Si je te parle du 21 décembre 2012, ça te parle ? On attendait tous patiemment la fin du monde ce jour-là mais dans le calendrier maya, il s’avère qu’il s’agissait de la fin du cycle de quelques 5200 ans de création et de destruction. Le monde aurait commencé le 11 août de l’an -3114 et le cycle a pris fin ce fameux jour.
Deux calendriers étaient utilisés. L’un, Tzolk’in, était à caractère divinatoire et religieux et avait une durée de 260 jours. Le deuxième, Haab, était de 365 jours, basé sur le système solaire et était à caractère civil. Il comptait 18 mois de 20 jours (la base du système de comptage maya tandis que le nôtre repose sur un système décimal) et 5 jours à part de célébrations. Ces deux calendriers se synchronisent tous les 52 années solaires. Pour faire le lien dans tout cela, il était utilisé le compte long afin de pouvoir dater dans le temps les événements (on peut parler de « supercycle » qui a donc pris fin le 21 décembre 2012 pour en ouvrir un nouveau).
Compliqué, n’est-ce pas ? J’ai dû faire quelques recherches pour être sûr de tout comprendre. Je ne me suis pas amusé à pousser jusqu’à expliquer l’écriture mathématique (pourtant divertissante). La prochaine fois, je m’attarderai sur la cosmologie maya (et c’est un joyeux boxon). Allez, on se repose un peu le cerveau avec de jolis animaux observés dans cette réserve de biosphère de Calakmul.
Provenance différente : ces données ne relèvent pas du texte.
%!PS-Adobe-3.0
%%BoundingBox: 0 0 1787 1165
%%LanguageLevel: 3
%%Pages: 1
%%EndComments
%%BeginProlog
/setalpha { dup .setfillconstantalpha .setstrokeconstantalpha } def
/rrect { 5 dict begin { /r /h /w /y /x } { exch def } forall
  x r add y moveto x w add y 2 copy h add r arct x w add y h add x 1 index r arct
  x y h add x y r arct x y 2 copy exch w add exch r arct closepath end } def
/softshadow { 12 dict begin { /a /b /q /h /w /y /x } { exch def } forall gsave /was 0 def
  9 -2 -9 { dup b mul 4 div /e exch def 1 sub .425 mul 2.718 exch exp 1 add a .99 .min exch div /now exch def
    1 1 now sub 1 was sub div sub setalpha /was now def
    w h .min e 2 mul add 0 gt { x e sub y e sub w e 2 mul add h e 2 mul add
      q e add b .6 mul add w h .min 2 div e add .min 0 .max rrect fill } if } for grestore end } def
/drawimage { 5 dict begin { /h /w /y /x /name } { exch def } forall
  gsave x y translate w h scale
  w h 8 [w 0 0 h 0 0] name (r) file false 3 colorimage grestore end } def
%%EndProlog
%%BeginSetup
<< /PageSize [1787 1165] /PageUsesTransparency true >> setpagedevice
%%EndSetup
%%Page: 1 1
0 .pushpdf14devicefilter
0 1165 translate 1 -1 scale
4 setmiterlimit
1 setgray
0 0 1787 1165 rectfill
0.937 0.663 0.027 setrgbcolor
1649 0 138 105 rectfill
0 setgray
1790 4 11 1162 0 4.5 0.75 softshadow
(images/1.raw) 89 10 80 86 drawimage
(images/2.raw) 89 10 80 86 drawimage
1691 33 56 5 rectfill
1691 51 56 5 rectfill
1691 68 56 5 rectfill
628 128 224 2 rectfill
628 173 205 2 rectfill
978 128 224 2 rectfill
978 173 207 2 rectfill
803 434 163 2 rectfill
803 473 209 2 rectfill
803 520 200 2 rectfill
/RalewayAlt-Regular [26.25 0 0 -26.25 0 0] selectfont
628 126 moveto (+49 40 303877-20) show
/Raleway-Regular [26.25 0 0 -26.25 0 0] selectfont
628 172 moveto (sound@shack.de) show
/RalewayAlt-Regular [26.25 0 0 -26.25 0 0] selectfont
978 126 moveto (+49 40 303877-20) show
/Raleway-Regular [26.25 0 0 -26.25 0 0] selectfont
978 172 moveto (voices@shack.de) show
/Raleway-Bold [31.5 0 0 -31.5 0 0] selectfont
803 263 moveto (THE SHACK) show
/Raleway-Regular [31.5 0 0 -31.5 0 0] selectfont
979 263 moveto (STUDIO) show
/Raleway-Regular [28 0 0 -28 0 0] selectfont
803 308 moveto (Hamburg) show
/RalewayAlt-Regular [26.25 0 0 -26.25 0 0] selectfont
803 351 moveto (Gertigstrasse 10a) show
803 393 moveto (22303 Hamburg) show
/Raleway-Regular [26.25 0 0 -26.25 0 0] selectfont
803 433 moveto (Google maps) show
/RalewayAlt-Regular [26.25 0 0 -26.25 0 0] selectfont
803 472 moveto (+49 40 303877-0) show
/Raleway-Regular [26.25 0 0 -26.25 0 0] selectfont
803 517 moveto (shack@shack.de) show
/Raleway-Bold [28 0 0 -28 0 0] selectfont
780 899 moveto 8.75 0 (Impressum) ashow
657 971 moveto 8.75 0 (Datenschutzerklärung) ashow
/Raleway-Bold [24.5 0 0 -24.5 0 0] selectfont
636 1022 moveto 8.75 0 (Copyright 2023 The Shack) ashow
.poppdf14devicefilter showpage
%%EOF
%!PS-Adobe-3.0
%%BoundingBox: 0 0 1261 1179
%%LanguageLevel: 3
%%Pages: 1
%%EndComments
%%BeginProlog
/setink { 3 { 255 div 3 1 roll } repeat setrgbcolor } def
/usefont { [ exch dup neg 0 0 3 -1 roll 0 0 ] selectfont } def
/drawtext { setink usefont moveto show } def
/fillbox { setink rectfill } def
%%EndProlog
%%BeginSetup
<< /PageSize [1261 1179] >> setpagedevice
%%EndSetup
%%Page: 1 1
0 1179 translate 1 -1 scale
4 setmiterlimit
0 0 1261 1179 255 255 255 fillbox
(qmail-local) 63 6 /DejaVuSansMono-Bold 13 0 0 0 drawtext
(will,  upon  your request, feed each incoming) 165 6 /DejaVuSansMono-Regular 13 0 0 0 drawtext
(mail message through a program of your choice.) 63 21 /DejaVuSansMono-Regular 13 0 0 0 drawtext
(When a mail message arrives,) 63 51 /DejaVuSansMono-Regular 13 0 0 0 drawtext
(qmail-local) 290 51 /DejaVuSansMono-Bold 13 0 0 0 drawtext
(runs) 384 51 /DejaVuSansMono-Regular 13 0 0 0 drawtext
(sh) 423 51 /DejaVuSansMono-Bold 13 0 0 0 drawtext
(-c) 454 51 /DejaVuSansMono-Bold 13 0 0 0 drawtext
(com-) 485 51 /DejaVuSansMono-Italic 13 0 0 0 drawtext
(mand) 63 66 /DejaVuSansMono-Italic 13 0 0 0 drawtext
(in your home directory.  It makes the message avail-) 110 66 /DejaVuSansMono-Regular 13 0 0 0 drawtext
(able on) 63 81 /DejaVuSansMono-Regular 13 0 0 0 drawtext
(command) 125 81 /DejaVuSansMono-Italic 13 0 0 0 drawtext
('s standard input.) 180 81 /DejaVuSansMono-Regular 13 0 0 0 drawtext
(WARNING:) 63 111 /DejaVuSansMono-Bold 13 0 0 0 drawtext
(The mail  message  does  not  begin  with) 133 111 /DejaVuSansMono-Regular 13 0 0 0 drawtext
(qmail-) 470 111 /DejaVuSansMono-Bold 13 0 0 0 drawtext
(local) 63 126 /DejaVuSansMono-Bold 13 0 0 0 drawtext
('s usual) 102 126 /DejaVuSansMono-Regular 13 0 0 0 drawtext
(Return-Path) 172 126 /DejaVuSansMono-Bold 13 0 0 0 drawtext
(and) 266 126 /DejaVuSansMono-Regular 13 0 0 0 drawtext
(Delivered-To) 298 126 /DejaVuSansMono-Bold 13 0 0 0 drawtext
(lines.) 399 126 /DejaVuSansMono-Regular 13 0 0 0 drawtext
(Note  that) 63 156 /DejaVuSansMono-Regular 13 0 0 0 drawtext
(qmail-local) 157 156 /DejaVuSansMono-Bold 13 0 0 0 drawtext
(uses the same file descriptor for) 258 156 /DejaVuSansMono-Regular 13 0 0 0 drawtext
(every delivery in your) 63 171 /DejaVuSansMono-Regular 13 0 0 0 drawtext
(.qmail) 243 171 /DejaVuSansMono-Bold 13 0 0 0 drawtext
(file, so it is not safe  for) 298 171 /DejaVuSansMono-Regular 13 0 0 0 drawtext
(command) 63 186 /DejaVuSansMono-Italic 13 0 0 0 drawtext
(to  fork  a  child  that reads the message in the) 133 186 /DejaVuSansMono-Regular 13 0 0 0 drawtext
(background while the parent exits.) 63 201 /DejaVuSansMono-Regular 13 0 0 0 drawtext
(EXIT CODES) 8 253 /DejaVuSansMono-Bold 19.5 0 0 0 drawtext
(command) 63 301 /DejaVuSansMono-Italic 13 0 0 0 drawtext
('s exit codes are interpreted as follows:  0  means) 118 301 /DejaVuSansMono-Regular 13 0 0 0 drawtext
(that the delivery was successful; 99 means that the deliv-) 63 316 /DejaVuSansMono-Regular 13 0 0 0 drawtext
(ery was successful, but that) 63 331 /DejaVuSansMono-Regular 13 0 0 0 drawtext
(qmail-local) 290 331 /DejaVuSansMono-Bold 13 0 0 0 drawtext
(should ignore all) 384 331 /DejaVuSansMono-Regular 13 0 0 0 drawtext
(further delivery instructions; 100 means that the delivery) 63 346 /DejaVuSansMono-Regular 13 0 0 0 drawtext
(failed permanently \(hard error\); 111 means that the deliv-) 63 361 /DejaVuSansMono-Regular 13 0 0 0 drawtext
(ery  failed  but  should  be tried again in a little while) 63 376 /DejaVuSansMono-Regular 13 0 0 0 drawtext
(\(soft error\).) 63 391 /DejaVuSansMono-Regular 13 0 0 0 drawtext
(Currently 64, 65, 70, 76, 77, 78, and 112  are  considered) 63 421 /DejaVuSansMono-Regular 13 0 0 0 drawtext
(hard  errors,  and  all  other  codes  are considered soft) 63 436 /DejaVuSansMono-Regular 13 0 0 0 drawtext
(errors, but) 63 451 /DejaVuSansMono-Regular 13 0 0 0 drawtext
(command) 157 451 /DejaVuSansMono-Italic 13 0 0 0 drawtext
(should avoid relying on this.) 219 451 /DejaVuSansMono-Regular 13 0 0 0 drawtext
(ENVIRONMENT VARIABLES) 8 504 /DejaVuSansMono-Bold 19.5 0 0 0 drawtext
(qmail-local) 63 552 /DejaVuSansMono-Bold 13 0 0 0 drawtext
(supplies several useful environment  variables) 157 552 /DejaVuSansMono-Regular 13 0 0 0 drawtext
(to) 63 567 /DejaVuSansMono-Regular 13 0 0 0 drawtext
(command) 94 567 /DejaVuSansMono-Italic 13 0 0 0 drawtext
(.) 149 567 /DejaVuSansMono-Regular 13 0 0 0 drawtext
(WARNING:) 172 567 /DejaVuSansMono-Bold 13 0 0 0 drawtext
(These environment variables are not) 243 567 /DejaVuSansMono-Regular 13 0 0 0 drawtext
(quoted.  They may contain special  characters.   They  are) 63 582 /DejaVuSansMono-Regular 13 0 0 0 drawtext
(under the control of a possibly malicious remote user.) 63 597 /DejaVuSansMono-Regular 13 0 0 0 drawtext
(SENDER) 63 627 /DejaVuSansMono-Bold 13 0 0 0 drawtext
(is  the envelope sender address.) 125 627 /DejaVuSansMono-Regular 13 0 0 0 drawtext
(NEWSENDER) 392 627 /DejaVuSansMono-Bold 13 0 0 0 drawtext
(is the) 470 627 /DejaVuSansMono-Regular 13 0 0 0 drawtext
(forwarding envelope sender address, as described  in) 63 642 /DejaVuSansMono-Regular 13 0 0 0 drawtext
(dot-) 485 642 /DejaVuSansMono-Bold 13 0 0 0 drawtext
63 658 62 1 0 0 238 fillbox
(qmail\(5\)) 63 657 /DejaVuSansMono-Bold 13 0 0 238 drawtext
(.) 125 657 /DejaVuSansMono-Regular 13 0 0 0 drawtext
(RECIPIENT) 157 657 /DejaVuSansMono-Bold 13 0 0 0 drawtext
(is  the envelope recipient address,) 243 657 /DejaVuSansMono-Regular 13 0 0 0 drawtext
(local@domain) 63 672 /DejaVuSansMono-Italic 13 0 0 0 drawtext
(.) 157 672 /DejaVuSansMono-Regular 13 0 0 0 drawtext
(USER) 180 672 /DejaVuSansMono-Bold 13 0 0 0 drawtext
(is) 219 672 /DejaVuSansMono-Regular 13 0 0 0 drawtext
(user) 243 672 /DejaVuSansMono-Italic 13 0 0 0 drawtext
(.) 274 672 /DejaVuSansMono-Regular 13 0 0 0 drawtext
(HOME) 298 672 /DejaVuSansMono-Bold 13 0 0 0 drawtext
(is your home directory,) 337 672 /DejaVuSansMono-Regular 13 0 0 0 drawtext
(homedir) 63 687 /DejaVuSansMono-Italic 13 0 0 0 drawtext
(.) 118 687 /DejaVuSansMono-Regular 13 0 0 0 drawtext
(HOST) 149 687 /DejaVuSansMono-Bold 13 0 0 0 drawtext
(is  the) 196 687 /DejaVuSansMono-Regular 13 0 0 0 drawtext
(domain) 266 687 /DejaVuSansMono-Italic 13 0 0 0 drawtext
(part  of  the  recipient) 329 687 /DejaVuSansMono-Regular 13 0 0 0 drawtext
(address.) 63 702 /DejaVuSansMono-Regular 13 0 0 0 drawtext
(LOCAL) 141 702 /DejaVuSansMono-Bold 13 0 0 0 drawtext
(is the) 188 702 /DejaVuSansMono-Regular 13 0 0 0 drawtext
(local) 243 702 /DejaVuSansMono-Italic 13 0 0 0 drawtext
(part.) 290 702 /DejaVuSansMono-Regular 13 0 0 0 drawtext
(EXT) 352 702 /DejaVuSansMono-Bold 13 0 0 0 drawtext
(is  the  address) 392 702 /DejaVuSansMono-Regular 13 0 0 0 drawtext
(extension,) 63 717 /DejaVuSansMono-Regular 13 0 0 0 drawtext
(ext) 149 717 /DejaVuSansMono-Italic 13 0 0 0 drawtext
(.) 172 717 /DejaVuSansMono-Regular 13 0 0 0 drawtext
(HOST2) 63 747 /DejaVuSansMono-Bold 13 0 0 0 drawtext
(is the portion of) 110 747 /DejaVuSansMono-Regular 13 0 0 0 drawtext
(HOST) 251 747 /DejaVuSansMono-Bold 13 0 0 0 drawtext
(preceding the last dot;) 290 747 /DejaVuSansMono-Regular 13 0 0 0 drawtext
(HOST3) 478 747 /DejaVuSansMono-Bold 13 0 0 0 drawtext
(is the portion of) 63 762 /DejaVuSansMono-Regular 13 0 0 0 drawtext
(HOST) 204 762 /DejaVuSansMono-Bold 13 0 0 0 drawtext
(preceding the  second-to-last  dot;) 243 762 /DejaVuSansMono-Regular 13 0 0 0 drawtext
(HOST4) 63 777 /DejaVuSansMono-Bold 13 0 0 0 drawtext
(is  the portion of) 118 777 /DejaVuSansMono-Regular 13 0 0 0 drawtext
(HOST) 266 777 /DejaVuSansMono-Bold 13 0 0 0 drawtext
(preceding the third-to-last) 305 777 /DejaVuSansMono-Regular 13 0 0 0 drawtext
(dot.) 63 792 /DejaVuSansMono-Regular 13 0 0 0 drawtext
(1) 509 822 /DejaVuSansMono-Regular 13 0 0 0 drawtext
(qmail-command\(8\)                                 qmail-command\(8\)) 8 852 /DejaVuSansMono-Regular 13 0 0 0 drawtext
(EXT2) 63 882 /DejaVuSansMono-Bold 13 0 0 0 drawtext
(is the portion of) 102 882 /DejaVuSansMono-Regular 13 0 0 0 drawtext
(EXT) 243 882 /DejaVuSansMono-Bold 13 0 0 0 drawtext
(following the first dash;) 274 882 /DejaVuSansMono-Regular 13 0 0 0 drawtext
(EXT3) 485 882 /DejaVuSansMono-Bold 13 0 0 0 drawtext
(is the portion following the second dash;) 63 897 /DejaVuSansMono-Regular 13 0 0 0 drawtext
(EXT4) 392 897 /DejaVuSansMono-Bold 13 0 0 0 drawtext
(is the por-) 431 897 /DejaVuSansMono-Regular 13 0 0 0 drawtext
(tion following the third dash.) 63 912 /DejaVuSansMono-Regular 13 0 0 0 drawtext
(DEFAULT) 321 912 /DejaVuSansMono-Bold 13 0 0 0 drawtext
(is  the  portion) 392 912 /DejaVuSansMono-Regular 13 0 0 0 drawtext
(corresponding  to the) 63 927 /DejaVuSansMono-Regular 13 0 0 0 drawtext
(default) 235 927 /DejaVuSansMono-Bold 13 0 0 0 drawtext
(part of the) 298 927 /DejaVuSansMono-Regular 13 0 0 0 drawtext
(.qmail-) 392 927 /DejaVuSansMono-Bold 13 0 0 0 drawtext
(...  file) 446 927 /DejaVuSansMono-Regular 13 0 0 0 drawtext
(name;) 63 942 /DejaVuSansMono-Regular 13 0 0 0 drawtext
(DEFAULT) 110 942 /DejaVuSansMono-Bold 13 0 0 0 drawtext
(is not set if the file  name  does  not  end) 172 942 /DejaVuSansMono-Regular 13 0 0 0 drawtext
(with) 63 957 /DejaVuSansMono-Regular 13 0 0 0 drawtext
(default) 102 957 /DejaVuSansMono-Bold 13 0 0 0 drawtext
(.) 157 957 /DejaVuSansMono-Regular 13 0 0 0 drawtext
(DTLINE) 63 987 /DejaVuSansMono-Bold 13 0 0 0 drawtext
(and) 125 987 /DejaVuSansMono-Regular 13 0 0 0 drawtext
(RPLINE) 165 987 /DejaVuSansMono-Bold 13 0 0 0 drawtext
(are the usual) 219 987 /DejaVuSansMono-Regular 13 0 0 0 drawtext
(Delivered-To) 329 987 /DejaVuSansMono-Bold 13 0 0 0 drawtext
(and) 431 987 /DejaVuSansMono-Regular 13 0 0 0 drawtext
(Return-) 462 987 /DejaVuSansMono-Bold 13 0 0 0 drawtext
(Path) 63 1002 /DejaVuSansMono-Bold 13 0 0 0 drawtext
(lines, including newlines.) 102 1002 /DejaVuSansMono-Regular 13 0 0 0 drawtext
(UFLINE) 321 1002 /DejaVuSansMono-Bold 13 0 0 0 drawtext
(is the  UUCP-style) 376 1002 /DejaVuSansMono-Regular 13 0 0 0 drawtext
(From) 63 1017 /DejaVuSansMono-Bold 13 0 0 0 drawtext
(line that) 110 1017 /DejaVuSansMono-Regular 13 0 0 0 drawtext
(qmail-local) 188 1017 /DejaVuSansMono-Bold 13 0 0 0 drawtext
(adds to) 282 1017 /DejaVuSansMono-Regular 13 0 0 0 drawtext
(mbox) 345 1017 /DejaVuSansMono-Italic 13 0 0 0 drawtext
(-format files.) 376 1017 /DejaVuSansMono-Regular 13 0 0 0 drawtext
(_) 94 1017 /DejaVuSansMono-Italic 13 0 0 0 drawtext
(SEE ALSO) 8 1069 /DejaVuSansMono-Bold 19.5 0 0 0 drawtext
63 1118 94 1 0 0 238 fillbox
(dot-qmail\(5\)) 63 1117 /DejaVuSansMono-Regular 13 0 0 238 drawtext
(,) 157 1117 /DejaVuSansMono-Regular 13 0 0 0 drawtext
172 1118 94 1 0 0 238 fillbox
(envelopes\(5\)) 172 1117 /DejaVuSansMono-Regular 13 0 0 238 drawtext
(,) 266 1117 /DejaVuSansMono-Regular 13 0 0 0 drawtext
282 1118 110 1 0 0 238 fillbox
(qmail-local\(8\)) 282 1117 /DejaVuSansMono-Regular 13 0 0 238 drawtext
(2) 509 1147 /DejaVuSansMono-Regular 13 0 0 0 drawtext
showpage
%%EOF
En repartant des ruines, on me laisse au bord de la route où j’attends avec mes deux sacs sous une chaleur torturante de voir un bus passer sans savoir lequel. Le sommeil m’assomme mais je lutte patiemment pour faire signe à chaque navette qui passe. En y rentrant, aucune place disponible pour s’asseoir. Les joies du bus au Mexique. On reste alors debout en espérant qu’une place se libère dans peu de temps. Je suis accueilli la nuit tombée par William et Mailey qui m’hébergeront pour deux nuits.
Je profiterai de la ville de Campeche pour me reposer un peu. Je visite un petit musée sur la culture maya dans un fort construit pour se défendre des pirates (sa construction fut terminée une fois que la menace était passée, cocasse !) et tente de me protéger de la chaleur toujours aussi difficile, même en ville.
La bienveillance des mes hôtes Couchsurfing me permet de reprendre des forces tout en enrichissant ma culture du pays, y compris culinaire. Une journée de repos donc avant de repartir pour de nouvelles ruines, cette fois sur le site de Uxmal !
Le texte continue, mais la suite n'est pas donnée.